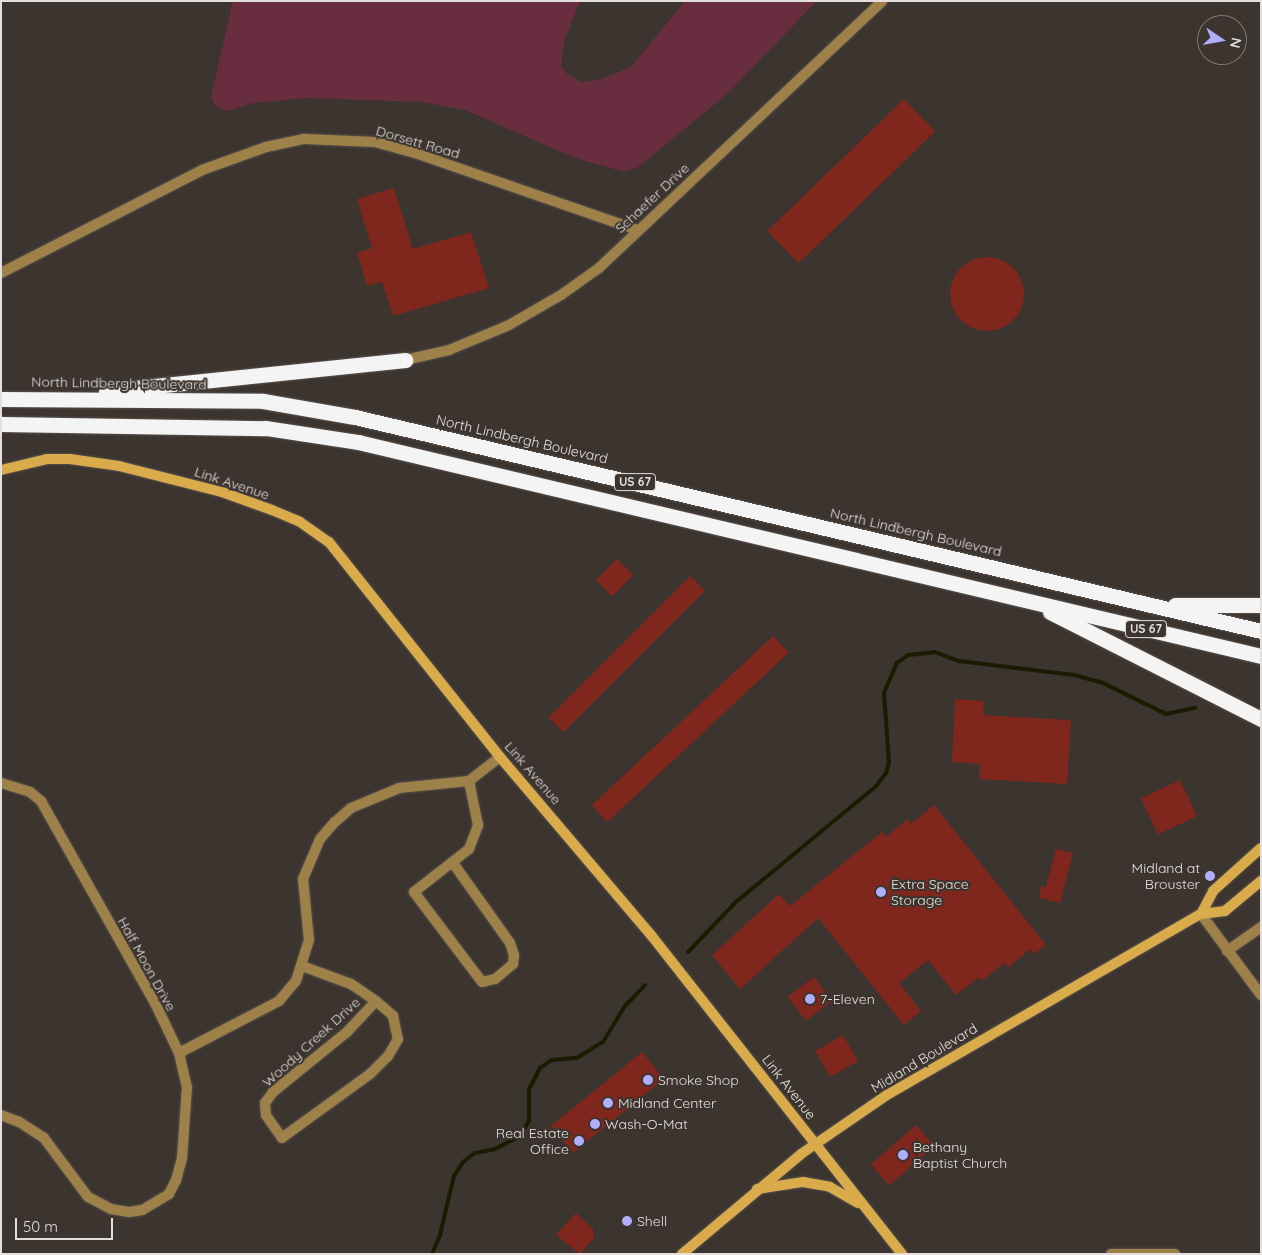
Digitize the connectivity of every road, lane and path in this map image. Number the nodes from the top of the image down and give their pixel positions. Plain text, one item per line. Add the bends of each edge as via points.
1 (882, 1) edge
2 (637, 230) junction
3 (1, 273) edge
4 (405, 360) joint
5 (48, 397) junction
6 (1, 399) edge
7 (1, 424) edge
8 (1, 470) edge
9 (1031, 602) junction
10 (1261, 605) edge
11 (1155, 606) junction
12 (1261, 631) edge
13 (1261, 656) edge
14 (1261, 719) edge
15 (500, 757) junction
16 (469, 781) junction
17 (1, 783) edge
18 (1261, 848) edge
19 (453, 863) junction
20 (1261, 881) edge
21 (1201, 914) junction
22 (1261, 927) edge
23 (1227, 951) junction
24 (302, 966) junction
25 (1261, 995) edge
26 (376, 1001) junction
27 (179, 1053) junction
28 (1, 1115) edge
29 (816, 1144) junction
30 (756, 1189) junction
31 (863, 1206) junction
32 (682, 1254) edge
33 (902, 1254) edge
34 (1111, 1254) edge
35 (1175, 1254) edge

1 - 2 street, Schaefer Drive
2 - 3 street, Dorsett Road via 375,142 306,139 266,147 202,170
2 - 4 street, Schaefer Drive via 599,268 535,310 449,350
4 - 5 highway
5 - 6 highway, North Lindbergh Boulevard / US 67
5 - 11 highway, North Lindbergh Boulevard / US 67 via 262,401 354,417
7 - 9 highway, US 67 via 218,426 313,434
8 - 15 street, Link Avenue via 47,459 96,462 222,492 300,522 329,542
9 - 13 highway, US 67
9 - 14 highway
10 - 11 highway
11 - 12 highway, North Lindbergh Boulevard / US 67
15 - 16 street
15 - 29 street, Link Avenue via 652,935
16 - 19 street via 478,825 469,849
16 - 24 street via 399,788 351,808 335,822 320,839 303,879 309,940
17 - 27 street, Half Moon Drive via 30,792 41,801
18 - 21 street via 1213,891
19 - 19 street via 512,949 512,964 495,979 482,982 414,892
20 - 21 street, Midland Boulevard via 1225,911
21 - 23 street
21 - 29 street, Midland Boulevard via 887,1095
22 - 23 street
23 - 25 street
24 - 26 street, Woody Creek Drive via 351,984
24 - 27 street via 296,981 279,1001
26 - 26 street, Woody Creek Drive via 348,1032 273,1092 265,1103 266,1115 282,1138 370,1074 388,1056 398,1039 398,1028 393,1016
27 - 28 street, Half Moon Drive via 187,1087 182,1158 169,1194 142,1210 129,1212 98,1204 88,1197 44,1138
29 - 30 street, Midland Boulevard
29 - 31 street, Link Avenue
30 - 31 street via 803,1182 830,1187
30 - 32 street, Midland Boulevard
31 - 33 street, Link Avenue
34 - 35 street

▬▬▬▬▬▬

Problem statement -> Give the listing again exactly, minus its images.

Finished task ->
Digitize the connectivity of every road, lane and path in this map image. Number the nodes from the top of the image down and give their pixel positions. Plain text, one item per line. Add the bends of each edge as via points.
1 (882, 1) edge
2 (637, 230) junction
3 (1, 273) edge
4 (405, 360) joint
5 (48, 397) junction
6 (1, 399) edge
7 (1, 424) edge
8 (1, 470) edge
9 (1031, 602) junction
10 (1261, 605) edge
11 (1155, 606) junction
12 (1261, 631) edge
13 (1261, 656) edge
14 (1261, 719) edge
15 (500, 757) junction
16 (469, 781) junction
17 (1, 783) edge
18 (1261, 848) edge
19 (453, 863) junction
20 (1261, 881) edge
21 (1201, 914) junction
22 (1261, 927) edge
23 (1227, 951) junction
24 (302, 966) junction
25 (1261, 995) edge
26 (376, 1001) junction
27 (179, 1053) junction
28 (1, 1115) edge
29 (816, 1144) junction
30 (756, 1189) junction
31 (863, 1206) junction
32 (682, 1254) edge
33 (902, 1254) edge
34 (1111, 1254) edge
35 (1175, 1254) edge

1 - 2 street, Schaefer Drive
2 - 3 street, Dorsett Road via 375,142 306,139 266,147 202,170
2 - 4 street, Schaefer Drive via 599,268 535,310 449,350
4 - 5 highway
5 - 6 highway, North Lindbergh Boulevard / US 67
5 - 11 highway, North Lindbergh Boulevard / US 67 via 262,401 354,417
7 - 9 highway, US 67 via 218,426 313,434
8 - 15 street, Link Avenue via 47,459 96,462 222,492 300,522 329,542
9 - 13 highway, US 67
9 - 14 highway
10 - 11 highway
11 - 12 highway, North Lindbergh Boulevard / US 67
15 - 16 street
15 - 29 street, Link Avenue via 652,935
16 - 19 street via 478,825 469,849
16 - 24 street via 399,788 351,808 335,822 320,839 303,879 309,940
17 - 27 street, Half Moon Drive via 30,792 41,801
18 - 21 street via 1213,891
19 - 19 street via 512,949 512,964 495,979 482,982 414,892
20 - 21 street, Midland Boulevard via 1225,911
21 - 23 street
21 - 29 street, Midland Boulevard via 887,1095
22 - 23 street
23 - 25 street
24 - 26 street, Woody Creek Drive via 351,984
24 - 27 street via 296,981 279,1001
26 - 26 street, Woody Creek Drive via 348,1032 273,1092 265,1103 266,1115 282,1138 370,1074 388,1056 398,1039 398,1028 393,1016
27 - 28 street, Half Moon Drive via 187,1087 182,1158 169,1194 142,1210 129,1212 98,1204 88,1197 44,1138
29 - 30 street, Midland Boulevard
29 - 31 street, Link Avenue
30 - 31 street via 803,1182 830,1187
30 - 32 street, Midland Boulevard
31 - 33 street, Link Avenue
34 - 35 street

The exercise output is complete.